> **Data records**
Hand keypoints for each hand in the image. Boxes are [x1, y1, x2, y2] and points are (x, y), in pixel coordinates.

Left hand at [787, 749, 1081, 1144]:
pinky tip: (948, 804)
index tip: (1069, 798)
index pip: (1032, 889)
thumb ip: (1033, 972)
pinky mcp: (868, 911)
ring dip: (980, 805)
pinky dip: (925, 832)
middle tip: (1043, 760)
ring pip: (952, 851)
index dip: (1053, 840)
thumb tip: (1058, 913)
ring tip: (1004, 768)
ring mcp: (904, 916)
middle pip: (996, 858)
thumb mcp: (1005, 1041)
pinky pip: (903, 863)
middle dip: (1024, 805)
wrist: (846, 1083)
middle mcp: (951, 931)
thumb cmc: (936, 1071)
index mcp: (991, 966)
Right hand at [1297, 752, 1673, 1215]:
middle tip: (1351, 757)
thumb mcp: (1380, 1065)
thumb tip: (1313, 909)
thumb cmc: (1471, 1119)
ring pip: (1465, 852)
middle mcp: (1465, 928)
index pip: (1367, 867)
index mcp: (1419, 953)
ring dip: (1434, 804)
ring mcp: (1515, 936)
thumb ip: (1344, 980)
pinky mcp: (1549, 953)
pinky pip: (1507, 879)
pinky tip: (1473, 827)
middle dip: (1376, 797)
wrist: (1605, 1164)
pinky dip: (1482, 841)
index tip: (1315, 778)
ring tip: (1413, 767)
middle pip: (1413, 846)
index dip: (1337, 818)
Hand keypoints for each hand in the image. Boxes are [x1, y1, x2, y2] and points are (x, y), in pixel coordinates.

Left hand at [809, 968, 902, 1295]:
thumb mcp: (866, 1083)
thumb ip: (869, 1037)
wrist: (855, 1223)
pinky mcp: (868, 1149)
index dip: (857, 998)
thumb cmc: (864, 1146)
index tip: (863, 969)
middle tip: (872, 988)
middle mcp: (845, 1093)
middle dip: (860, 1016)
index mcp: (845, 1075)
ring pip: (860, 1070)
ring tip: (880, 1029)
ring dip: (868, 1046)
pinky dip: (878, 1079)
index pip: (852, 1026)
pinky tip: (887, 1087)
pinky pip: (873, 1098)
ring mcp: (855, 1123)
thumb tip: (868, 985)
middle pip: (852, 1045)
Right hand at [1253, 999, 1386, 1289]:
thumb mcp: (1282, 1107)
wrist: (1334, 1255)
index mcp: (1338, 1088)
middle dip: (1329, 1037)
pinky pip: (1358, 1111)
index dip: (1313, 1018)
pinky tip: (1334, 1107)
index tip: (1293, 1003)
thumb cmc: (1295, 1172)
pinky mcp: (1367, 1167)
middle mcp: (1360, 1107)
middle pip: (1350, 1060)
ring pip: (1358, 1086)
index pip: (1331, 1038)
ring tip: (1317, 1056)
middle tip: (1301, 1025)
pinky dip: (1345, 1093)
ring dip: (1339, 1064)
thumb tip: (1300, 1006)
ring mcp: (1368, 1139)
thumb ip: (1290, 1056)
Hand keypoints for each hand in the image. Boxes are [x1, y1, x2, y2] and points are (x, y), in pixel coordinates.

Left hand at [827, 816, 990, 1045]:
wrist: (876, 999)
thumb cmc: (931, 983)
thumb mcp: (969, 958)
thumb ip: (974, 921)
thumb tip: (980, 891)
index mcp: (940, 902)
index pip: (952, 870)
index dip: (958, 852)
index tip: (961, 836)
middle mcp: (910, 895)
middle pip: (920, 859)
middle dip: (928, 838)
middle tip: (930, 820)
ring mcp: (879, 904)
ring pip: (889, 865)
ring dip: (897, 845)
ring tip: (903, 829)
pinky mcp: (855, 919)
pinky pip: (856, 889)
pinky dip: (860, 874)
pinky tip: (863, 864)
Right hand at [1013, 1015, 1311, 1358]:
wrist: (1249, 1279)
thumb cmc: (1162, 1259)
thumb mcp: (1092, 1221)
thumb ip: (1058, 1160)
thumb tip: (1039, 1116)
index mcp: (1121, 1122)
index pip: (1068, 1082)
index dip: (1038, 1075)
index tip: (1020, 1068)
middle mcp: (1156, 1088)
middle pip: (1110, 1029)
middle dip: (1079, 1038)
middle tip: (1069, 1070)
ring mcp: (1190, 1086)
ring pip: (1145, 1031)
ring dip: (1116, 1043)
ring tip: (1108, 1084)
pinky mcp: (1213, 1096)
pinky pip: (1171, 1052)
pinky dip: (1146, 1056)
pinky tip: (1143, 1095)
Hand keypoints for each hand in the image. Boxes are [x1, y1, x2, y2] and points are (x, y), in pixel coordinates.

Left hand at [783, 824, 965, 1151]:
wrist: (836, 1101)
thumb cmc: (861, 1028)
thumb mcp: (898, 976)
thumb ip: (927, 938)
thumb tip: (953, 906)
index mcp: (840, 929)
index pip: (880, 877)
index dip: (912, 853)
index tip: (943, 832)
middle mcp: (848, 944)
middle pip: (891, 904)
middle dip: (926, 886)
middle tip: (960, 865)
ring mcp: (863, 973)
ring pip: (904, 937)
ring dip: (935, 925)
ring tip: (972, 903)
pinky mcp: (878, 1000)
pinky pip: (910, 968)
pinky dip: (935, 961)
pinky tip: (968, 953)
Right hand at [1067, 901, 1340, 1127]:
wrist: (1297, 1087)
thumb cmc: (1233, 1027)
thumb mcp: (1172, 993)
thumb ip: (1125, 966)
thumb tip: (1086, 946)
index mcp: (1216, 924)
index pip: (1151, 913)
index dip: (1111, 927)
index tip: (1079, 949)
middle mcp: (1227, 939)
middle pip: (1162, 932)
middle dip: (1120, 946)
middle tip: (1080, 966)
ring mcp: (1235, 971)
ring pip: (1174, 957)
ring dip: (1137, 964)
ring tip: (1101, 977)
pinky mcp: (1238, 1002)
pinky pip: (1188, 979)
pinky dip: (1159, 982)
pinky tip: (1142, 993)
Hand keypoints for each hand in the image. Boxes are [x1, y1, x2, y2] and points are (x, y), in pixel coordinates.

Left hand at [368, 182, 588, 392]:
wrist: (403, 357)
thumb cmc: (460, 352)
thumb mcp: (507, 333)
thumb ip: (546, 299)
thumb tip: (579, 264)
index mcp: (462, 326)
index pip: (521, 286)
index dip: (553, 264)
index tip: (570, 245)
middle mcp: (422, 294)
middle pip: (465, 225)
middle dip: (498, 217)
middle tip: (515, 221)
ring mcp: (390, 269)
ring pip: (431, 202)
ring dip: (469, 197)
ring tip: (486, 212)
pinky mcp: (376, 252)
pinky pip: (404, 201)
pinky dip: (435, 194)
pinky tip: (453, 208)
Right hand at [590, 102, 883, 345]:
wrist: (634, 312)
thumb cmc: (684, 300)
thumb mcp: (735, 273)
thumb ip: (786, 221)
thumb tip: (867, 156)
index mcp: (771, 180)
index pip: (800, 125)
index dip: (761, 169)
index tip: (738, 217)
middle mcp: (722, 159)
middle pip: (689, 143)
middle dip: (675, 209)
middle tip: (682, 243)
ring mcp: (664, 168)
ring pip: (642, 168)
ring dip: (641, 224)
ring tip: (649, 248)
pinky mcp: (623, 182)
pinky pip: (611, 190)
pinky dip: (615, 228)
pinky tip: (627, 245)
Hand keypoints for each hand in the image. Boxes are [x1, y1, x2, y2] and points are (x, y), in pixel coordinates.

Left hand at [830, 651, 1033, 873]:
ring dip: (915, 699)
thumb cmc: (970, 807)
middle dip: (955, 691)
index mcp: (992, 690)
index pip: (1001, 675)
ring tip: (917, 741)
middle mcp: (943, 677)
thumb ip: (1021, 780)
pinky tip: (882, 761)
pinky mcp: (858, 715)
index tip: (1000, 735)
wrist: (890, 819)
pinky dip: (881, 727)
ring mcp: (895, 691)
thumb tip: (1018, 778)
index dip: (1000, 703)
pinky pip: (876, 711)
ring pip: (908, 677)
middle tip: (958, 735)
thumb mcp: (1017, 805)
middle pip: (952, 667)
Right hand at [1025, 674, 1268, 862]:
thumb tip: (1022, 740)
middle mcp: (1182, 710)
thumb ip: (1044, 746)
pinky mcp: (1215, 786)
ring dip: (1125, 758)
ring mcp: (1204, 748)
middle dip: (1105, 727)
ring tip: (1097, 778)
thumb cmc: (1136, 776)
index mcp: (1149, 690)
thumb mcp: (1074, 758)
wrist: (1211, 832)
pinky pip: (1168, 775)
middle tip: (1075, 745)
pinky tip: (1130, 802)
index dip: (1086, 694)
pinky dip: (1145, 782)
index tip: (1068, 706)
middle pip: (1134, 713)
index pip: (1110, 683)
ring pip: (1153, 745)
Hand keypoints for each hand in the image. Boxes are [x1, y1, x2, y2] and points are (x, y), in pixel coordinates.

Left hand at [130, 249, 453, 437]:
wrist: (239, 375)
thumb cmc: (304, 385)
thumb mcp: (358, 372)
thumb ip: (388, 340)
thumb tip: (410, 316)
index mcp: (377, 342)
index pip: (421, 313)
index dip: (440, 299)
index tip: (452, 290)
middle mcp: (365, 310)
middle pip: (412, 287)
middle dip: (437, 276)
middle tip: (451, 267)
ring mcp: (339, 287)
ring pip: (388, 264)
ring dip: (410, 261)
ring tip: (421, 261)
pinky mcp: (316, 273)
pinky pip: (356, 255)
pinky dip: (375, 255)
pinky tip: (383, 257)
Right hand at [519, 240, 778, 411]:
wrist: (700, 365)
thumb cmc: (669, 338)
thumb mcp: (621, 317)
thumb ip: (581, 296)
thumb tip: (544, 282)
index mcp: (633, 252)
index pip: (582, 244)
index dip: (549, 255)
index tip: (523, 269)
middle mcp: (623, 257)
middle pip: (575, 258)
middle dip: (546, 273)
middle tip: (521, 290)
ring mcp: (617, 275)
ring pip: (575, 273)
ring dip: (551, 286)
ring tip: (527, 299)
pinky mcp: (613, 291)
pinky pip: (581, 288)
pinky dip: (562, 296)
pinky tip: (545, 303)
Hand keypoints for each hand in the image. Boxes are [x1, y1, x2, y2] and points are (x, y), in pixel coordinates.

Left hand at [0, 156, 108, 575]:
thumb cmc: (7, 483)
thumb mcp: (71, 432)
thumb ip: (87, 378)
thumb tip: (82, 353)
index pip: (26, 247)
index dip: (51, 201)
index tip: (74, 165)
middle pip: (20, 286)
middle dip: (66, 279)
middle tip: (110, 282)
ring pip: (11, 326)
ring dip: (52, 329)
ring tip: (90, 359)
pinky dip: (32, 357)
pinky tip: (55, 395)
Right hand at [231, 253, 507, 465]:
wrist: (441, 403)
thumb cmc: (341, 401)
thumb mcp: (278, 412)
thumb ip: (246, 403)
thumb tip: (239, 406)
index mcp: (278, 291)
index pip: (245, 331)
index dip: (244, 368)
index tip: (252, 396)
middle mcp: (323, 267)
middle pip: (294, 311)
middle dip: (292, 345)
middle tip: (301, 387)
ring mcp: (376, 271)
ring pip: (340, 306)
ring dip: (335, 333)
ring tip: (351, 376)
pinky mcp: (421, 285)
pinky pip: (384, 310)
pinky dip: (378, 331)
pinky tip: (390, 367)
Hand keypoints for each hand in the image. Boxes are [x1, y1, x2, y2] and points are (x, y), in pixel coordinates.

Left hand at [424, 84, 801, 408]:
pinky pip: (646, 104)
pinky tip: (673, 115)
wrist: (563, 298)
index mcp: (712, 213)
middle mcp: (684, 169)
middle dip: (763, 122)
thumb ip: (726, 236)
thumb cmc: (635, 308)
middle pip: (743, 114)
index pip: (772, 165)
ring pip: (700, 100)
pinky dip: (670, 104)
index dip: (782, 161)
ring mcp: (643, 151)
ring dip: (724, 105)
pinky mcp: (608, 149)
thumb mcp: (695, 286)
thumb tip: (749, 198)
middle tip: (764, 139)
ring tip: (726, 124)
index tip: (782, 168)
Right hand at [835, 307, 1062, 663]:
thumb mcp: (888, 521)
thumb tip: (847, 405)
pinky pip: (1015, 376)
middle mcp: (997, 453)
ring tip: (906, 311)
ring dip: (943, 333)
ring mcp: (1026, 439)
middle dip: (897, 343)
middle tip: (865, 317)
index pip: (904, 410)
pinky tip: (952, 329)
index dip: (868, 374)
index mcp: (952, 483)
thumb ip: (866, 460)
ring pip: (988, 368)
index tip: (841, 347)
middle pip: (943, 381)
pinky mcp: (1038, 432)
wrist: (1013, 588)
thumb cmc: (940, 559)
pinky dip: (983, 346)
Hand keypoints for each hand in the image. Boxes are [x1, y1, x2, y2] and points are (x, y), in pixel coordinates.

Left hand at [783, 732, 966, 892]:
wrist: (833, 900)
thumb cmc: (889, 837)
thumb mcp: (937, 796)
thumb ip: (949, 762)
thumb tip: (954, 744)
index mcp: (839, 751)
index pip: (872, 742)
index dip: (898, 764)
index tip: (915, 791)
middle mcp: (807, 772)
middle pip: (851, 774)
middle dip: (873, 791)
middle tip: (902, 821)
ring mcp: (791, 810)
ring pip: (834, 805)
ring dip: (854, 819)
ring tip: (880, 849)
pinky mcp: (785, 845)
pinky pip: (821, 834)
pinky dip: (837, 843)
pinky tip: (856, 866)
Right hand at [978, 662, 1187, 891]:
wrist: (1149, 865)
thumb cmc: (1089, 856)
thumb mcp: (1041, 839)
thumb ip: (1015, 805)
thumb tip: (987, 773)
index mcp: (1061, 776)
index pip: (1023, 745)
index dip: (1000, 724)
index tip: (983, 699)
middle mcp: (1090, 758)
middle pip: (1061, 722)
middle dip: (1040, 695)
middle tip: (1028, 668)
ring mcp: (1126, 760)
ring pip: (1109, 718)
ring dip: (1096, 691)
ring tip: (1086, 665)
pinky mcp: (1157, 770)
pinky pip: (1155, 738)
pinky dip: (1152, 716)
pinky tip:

> **Exercise directions**
Here the job is to set down exactly the lines of the material above that fall between the one with "ring tip: (1413, 767)" and the one with "wrist: (855, 1223)", inclusive, and nothing beyond them.

> **Answer space**
ring tip: (1413, 767)
middle pip: (1413, 846)
index dip: (1337, 818)
Hand keypoints for each hand in the image. Boxes are [x1, y1, x2, y2] and points are (x, y), in pixel coordinates.

Left hand at [809, 968, 902, 1295]:
thumb mcp: (866, 1083)
thumb ip: (869, 1037)
wrist: (855, 1223)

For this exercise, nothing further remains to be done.